Meu chapéu não serve mais para
Abrandar a fúria do sol em minha face.
Minha fé já não me salva
Da nuvem pessimista que paira sobre mim
Parecendo querer molhar-me com as águas frias da solidão.
A justiça dos homens já não me parece mais necessária,
Tendo em vista que ela é totalmente precária,
E a justiça divina também não me apetece,
Pois só vejo benção bater na porta de quem não merece.
O calçado que era o meu preferido
Hoje não me serve mais
E vive em baixo da cama,
Acuado, desbotado e escondido.
A roupa que eu mais gostava
Parece não gostar mais de mim,
A ponto de negar-se a acolher o meu corpo,
Antes envolto em suas linhas de cetim.
A mulher que ontem regava-me com amor,
Hoje deixou murchar a flor que lhe dava valor,
Dando lugar a um jardim
Que nunca mais germinou com o velho vigor.

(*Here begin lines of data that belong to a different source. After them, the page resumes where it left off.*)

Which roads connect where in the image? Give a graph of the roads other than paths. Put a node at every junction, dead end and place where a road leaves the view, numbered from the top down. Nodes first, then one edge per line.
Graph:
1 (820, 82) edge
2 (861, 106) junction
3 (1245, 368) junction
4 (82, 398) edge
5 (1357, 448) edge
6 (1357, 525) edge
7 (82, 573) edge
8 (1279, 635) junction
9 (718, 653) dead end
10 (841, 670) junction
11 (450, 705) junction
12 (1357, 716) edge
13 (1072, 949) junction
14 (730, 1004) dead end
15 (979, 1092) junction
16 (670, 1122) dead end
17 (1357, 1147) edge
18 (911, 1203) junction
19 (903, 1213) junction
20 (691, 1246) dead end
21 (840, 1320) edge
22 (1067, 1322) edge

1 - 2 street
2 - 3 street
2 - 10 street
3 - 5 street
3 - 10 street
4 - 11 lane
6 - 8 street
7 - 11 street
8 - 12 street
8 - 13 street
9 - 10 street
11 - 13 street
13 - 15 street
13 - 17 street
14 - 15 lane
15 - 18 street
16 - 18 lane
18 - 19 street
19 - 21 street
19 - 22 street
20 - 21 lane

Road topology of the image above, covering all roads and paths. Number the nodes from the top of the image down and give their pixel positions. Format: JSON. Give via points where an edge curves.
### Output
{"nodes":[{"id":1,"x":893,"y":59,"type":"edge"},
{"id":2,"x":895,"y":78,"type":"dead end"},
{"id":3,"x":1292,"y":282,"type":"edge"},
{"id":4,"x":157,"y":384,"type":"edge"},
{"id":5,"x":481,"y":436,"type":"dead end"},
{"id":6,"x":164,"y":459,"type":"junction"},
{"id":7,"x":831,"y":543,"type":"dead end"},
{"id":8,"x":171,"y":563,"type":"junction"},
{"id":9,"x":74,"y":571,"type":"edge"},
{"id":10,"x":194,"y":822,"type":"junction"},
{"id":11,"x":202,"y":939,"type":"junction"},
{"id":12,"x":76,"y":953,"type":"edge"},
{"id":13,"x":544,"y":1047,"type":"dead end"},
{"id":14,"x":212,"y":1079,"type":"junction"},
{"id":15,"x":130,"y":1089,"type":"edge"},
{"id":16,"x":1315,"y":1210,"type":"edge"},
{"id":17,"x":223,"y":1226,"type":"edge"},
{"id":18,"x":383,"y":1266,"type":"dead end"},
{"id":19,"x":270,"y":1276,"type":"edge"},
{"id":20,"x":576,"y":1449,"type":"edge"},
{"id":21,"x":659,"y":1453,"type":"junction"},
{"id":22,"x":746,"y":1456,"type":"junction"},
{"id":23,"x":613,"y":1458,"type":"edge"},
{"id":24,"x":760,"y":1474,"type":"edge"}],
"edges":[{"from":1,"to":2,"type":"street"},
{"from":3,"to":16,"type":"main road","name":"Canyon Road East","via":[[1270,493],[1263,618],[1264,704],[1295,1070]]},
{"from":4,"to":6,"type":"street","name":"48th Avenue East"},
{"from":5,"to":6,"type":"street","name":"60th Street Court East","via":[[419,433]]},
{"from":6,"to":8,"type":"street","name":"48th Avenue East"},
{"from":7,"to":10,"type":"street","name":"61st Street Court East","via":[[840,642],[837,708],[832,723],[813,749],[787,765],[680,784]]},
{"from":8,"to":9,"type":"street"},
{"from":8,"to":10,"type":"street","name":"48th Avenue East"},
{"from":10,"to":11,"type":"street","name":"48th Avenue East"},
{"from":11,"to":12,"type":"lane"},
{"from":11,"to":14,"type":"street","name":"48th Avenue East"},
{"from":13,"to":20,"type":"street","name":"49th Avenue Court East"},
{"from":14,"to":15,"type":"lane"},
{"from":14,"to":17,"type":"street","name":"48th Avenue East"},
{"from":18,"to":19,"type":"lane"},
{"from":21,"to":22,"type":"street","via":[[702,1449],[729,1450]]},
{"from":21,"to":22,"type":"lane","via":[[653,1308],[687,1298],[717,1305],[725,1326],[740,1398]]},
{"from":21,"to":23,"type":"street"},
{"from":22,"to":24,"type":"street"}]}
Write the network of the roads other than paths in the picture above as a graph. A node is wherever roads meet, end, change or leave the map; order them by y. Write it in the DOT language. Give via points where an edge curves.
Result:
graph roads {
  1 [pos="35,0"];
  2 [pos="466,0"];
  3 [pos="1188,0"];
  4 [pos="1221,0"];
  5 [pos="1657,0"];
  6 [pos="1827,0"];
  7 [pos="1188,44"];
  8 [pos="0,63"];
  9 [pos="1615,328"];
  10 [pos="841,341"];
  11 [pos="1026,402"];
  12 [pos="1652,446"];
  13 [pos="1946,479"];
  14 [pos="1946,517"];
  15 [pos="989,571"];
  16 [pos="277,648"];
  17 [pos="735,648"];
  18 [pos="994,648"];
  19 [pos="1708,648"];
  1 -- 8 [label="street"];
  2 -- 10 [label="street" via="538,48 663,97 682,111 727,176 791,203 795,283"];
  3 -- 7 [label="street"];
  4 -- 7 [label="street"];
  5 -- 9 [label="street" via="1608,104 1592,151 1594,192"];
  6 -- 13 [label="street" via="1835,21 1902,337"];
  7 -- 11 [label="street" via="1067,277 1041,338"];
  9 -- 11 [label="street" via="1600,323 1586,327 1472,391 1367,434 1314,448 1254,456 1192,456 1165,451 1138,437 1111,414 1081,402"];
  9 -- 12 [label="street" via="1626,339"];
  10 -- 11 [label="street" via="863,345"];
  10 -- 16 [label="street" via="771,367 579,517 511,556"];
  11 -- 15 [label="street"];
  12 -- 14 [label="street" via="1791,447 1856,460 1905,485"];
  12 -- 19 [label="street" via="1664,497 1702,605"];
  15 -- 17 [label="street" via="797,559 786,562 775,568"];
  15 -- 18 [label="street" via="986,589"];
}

A bandeira que antes eu defendia,
E tremulava com pujança,
Hoje está rasgada e jogada no porão,
Refletindo o retrato mais fiel do meu mundo sem esperança.
Afinal, nada mais me serve,
Nem mesmo os meus sonhos de criança.
Bruno Rico.
Eis o retrato pessimista do reflexo turvo da vida. Fazia tempos que não escrevia com tanta melancolia e desesperança, para um poeta altamente crítico isso é sempre bom, sinal de que o tino de esmiuçar o que poucos preocupam-se em pensar não se perdeu.
As linhas acima representam a mais pura arte, a arte de se colocar no corpo do mais inútil dos homens e fazer com que tamanha inutilidade seja cuspida em poesia.
A minha poesia muitas vezes se consiste em viajar e interpretar um mundo que nem sempre é o meu, e o escrito “Nada mais me serve” é mais um desses, afinal, eu sequer uso chapéu.